Oh god. It still feels like I’m going to die. Oh. Oh dear. Maybe metaphorically speaking I guess. Maybe not. But who cares. As my favorite Aunt always said “we all got to go.”
And isn’t it really the way, how loss and going without will shape a woman into a pragmatist. The things she wanted out of life, the things she’d expected and which were expected for her at the time, were things she never got. But even through her trials didn’t she always have so much? She had her family and her friends and her faith and her jewelry and clothing, and plants, and her little treats, and her delightful decorations. I don’t think she was ever troubled or pained by life. Or anything that happened in the past. And if she was she certainly never let on.

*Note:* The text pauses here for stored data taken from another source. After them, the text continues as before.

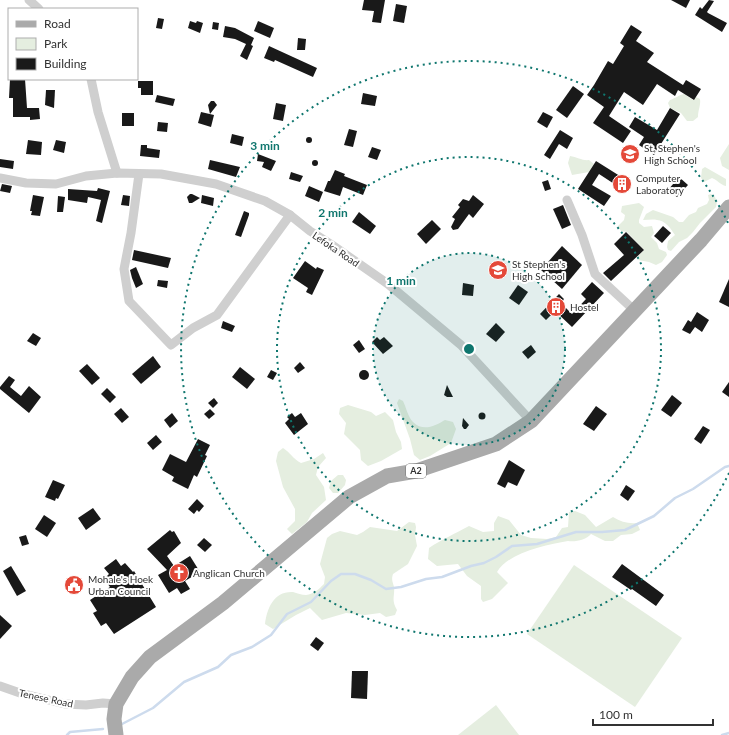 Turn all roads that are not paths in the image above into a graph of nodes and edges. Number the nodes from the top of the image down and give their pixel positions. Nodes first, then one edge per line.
1 (29, 0) edge
2 (38, 8) edge
3 (91, 80) edge
4 (117, 173) junction
5 (139, 174) junction
6 (0, 178) edge
7 (567, 200) dead end
8 (729, 207) edge
9 (290, 215) junction
10 (635, 311) junction
11 (531, 420) junction
12 (0, 686) edge
13 (116, 704) junction
14 (116, 735) edge

1 - 2 street
3 - 4 street
4 - 5 street, Lefoka Road
4 - 6 street, Lefoka Road
5 - 9 street, Lefoka Road
5 - 9 street
7 - 10 street
8 - 10 main road, A2
9 - 11 street, Lefoka Road
10 - 11 main road, A2
11 - 13 main road, A2
12 - 13 street, Tenese Road
13 - 14 main road, A2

Maybe I could learn a thing or two there. I let on too much don’t I? Don’t I just need you to see? And be intrigued and flatter me? And love me? And hate and envy and covet me? God I am so needy I COULD DIE.

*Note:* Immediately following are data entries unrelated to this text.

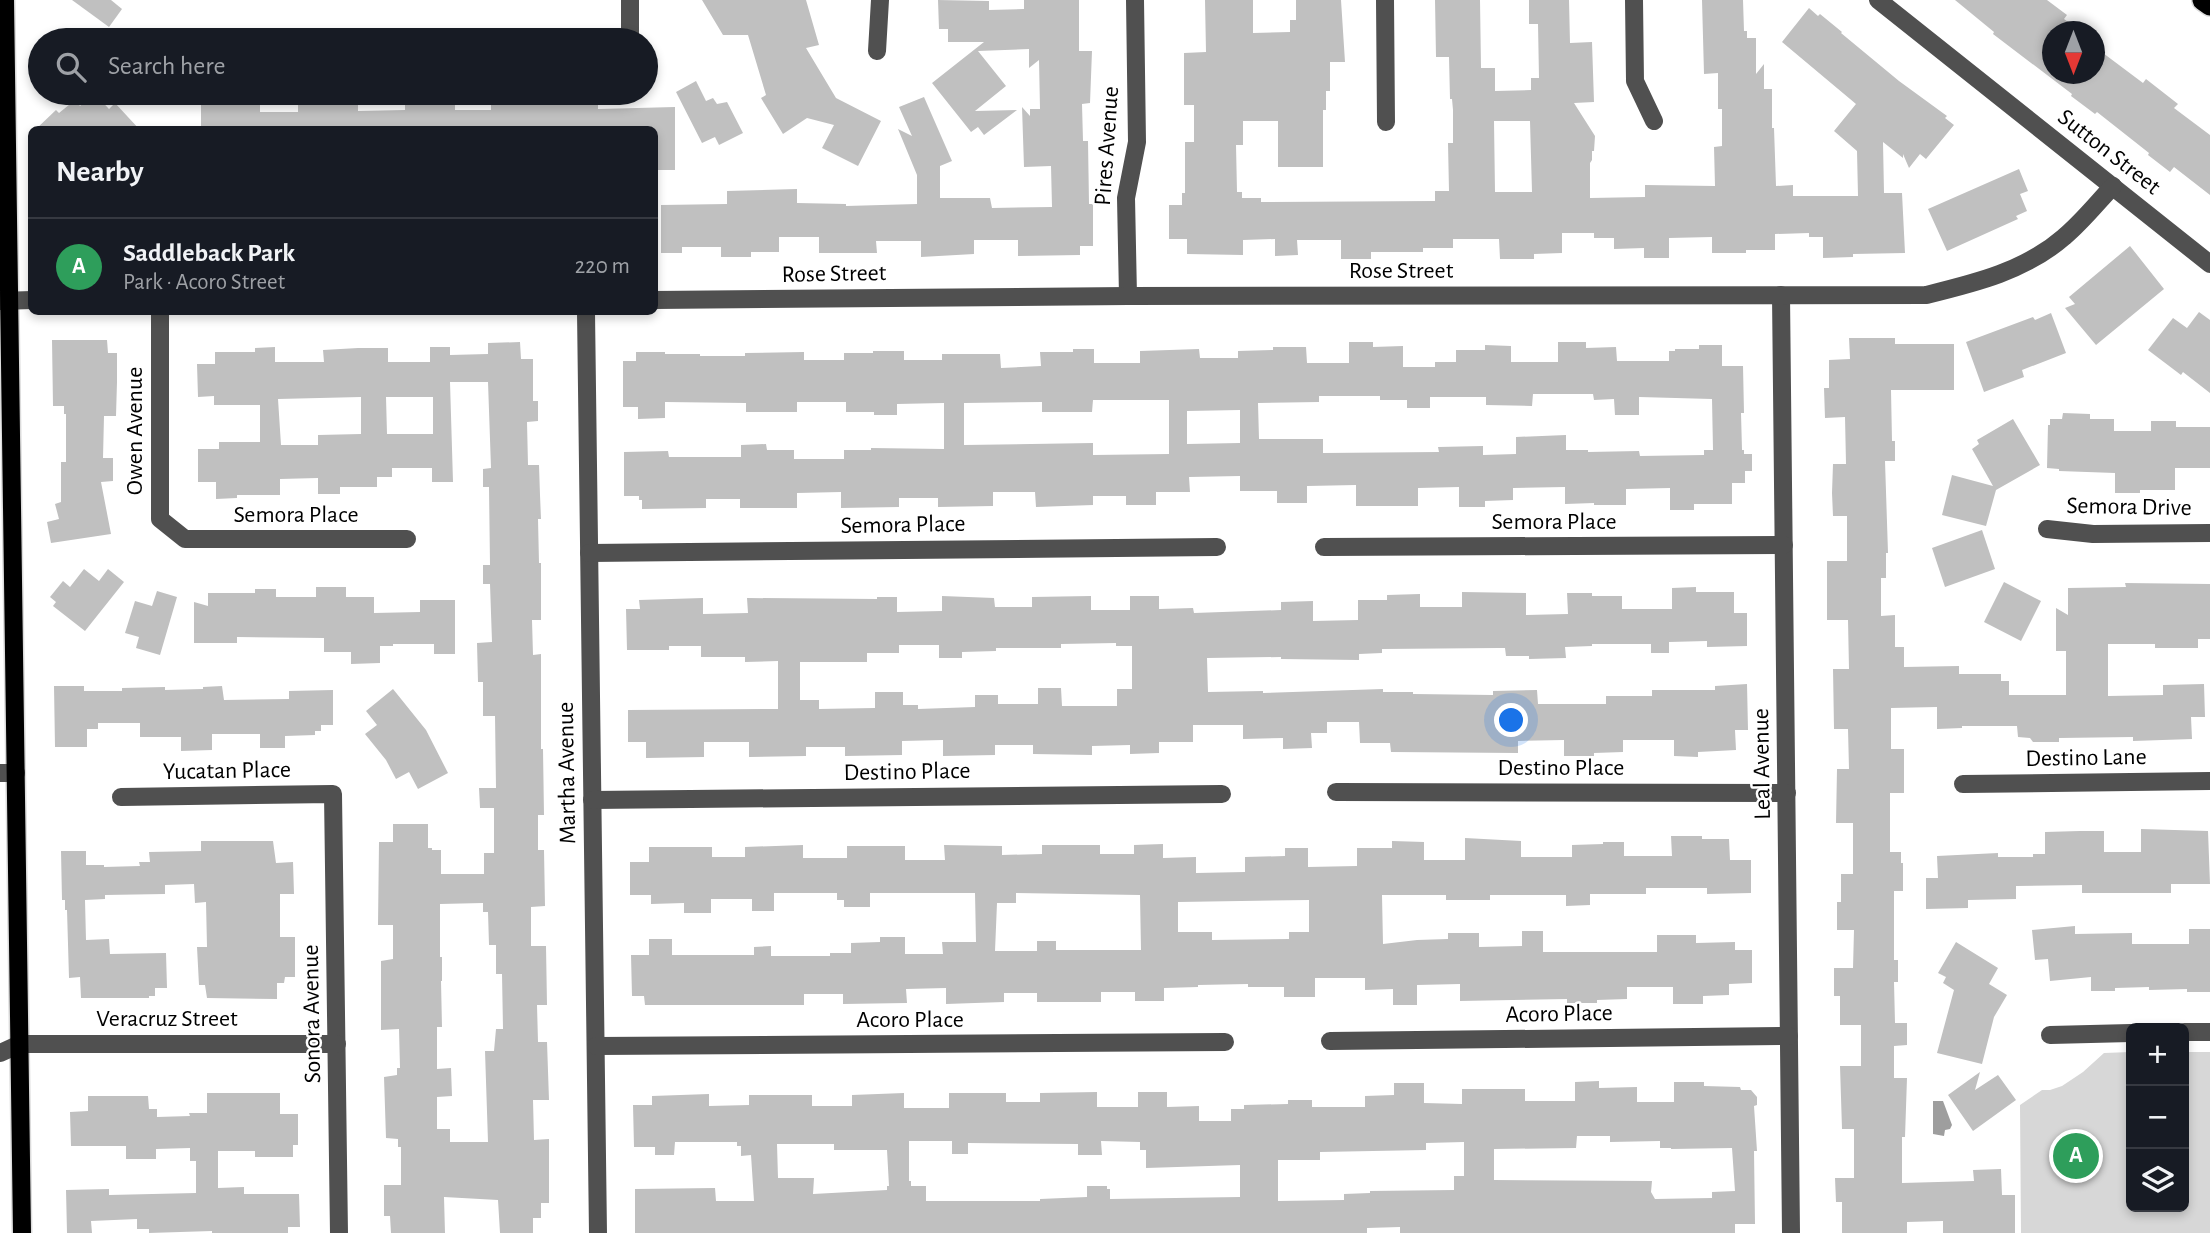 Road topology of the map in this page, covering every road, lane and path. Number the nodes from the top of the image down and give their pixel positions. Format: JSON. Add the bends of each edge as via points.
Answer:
{"nodes":[{"id":1,"x":5,"y":0,"type":"edge"},
{"id":2,"x":630,"y":0,"type":"edge"},
{"id":3,"x":880,"y":0,"type":"edge"},
{"id":4,"x":1135,"y":0,"type":"edge"},
{"id":5,"x":1385,"y":0,"type":"edge"},
{"id":6,"x":1634,"y":0,"type":"edge"},
{"id":7,"x":1878,"y":0,"type":"edge"},
{"id":8,"x":2203,"y":0,"type":"edge"},
{"id":9,"x":2210,"y":5,"type":"edge"},
{"id":10,"x":630,"y":28,"type":"edge"},
{"id":11,"x":877,"y":51,"type":"dead end"},
{"id":12,"x":1386,"y":121,"type":"dead end"},
{"id":13,"x":1654,"y":121,"type":"dead end"},
{"id":14,"x":2113,"y":186,"type":"junction"},
{"id":15,"x":2210,"y":264,"type":"edge"},
{"id":16,"x":1781,"y":295,"type":"junction"},
{"id":17,"x":1128,"y":296,"type":"junction"},
{"id":18,"x":28,"y":300,"type":"edge"},
{"id":19,"x":658,"y":300,"type":"edge"},
{"id":20,"x":4,"y":301,"type":"edge"},
{"id":21,"x":160,"y":315,"type":"edge"},
{"id":22,"x":586,"y":315,"type":"edge"},
{"id":23,"x":2047,"y":529,"type":"dead end"},
{"id":24,"x":2210,"y":533,"type":"edge"},
{"id":25,"x":185,"y":539,"type":"joint"},
{"id":26,"x":407,"y":539,"type":"dead end"},
{"id":27,"x":1784,"y":545,"type":"junction"},
{"id":28,"x":1217,"y":547,"type":"dead end"},
{"id":29,"x":1324,"y":547,"type":"dead end"},
{"id":30,"x":589,"y":552,"type":"junction"},
{"id":31,"x":8,"y":773,"type":"edge"},
{"id":32,"x":2210,"y":781,"type":"edge"},
{"id":33,"x":1962,"y":784,"type":"dead end"},
{"id":34,"x":1336,"y":792,"type":"dead end"},
{"id":35,"x":1787,"y":793,"type":"junction"},
{"id":36,"x":333,"y":794,"type":"joint"},
{"id":37,"x":1222,"y":794,"type":"dead end"},
{"id":38,"x":121,"y":797,"type":"dead end"},
{"id":39,"x":592,"y":800,"type":"junction"},
{"id":40,"x":2189,"y":1032,"type":"edge"},
{"id":41,"x":2210,"y":1032,"type":"edge"},
{"id":42,"x":2126,"y":1034,"type":"edge"},
{"id":43,"x":2050,"y":1035,"type":"dead end"},
{"id":44,"x":1789,"y":1037,"type":"junction"},
{"id":45,"x":1330,"y":1041,"type":"dead end"},
{"id":46,"x":1225,"y":1042,"type":"dead end"},
{"id":47,"x":20,"y":1044,"type":"junction"},
{"id":48,"x":337,"y":1044,"type":"junction"},
{"id":49,"x":596,"y":1046,"type":"junction"},
{"id":50,"x":0,"y":1053,"type":"edge"},
{"id":51,"x":22,"y":1233,"type":"edge"},
{"id":52,"x":340,"y":1233,"type":"edge"},
{"id":53,"x":598,"y":1233,"type":"edge"},
{"id":54,"x":1791,"y":1233,"type":"edge"}],
"edges":[{"from":1,"to":20,"type":"main road"},
{"from":2,"to":10,"type":"street"},
{"from":3,"to":11,"type":"street"},
{"from":4,"to":17,"type":"street","name":"Pires Avenue","via":[[1137,142],[1126,198]]},
{"from":5,"to":12,"type":"street"},
{"from":6,"to":13,"type":"street","via":[[1635,81]]},
{"from":7,"to":14,"type":"street","name":"Sutton Street"},
{"from":8,"to":9,"type":"highway"},
{"from":14,"to":15,"type":"street","name":"Sutton Street"},
{"from":14,"to":16,"type":"street","name":"Rose Street","via":[[2064,238],[2015,269],[1973,284],[1926,295]]},
{"from":16,"to":17,"type":"street","name":"Rose Street"},
{"from":16,"to":27,"type":"street","name":"Leal Avenue"},
{"from":17,"to":19,"type":"street","name":"Rose Street"},
{"from":18,"to":20,"type":"street"},
{"from":20,"to":31,"type":"main road"},
{"from":21,"to":25,"type":"street","name":"Owen Avenue","via":[[160,519]]},
{"from":22,"to":30,"type":"street","name":"Martha Avenue"},
{"from":23,"to":24,"type":"street","name":"Semora Drive","via":[[2093,534]]},
{"from":25,"to":26,"type":"street","name":"Semora Place"},
{"from":27,"to":29,"type":"street","name":"Semora Place"},
{"from":27,"to":35,"type":"street","name":"Leal Avenue"},
{"from":28,"to":30,"type":"street","name":"Semora Place"},
{"from":30,"to":39,"type":"street","name":"Martha Avenue"},
{"from":31,"to":47,"type":"main road"},
{"from":32,"to":33,"type":"street","name":"Destino Lane"},
{"from":34,"to":35,"type":"street","name":"Destino Place"},
{"from":35,"to":44,"type":"street","name":"Leal Avenue"},
{"from":36,"to":38,"type":"street","name":"Yucatan Place"},
{"from":36,"to":48,"type":"street","name":"Sonora Avenue"},
{"from":37,"to":39,"type":"street","name":"Destino Place"},
{"from":39,"to":49,"type":"street","name":"Martha Avenue"},
{"from":40,"to":41,"type":"street"},
{"from":42,"to":43,"type":"street"},
{"from":44,"to":45,"type":"street","name":"Acoro Place"},
{"from":44,"to":54,"type":"street","name":"Leal Avenue"},
{"from":46,"to":49,"type":"street","name":"Acoro Place"},
{"from":47,"to":48,"type":"street","name":"Veracruz Street"},
{"from":47,"to":50,"type":"street","name":"Veracruz Street"},
{"from":47,"to":51,"type":"main road"},
{"from":48,"to":52,"type":"street","name":"Sonora Avenue"},
{"from":49,"to":53,"type":"street","name":"Martha Avenue"}]}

And then you realize that’s it! Or at least you hope. Because you can’t be this pretty and smart and still not get it. After all this time!
So maybe I AM dying! Maybe it’s growing pains. Maybe I just have to fight through this monsoon, this fucking endless storm, and hold on. Maybe outside, after the pelting, whipping rain, and the snapping, slapping wind, the clouds will clear – of course they will! They always do! But this time, aha, maybe this time I’ll come out of it someone new like who doesn’t need approval or something.
Haha jk lol.
I mean maybe I will. I’m not opposed to changing. Personally, I love a good transformation. That’s why I exercise. No it’s not, I do it for vanity. I do it to get laid. But I enjoy witnessing the transformation. And I do enjoy the feeling of the work of doing exercise.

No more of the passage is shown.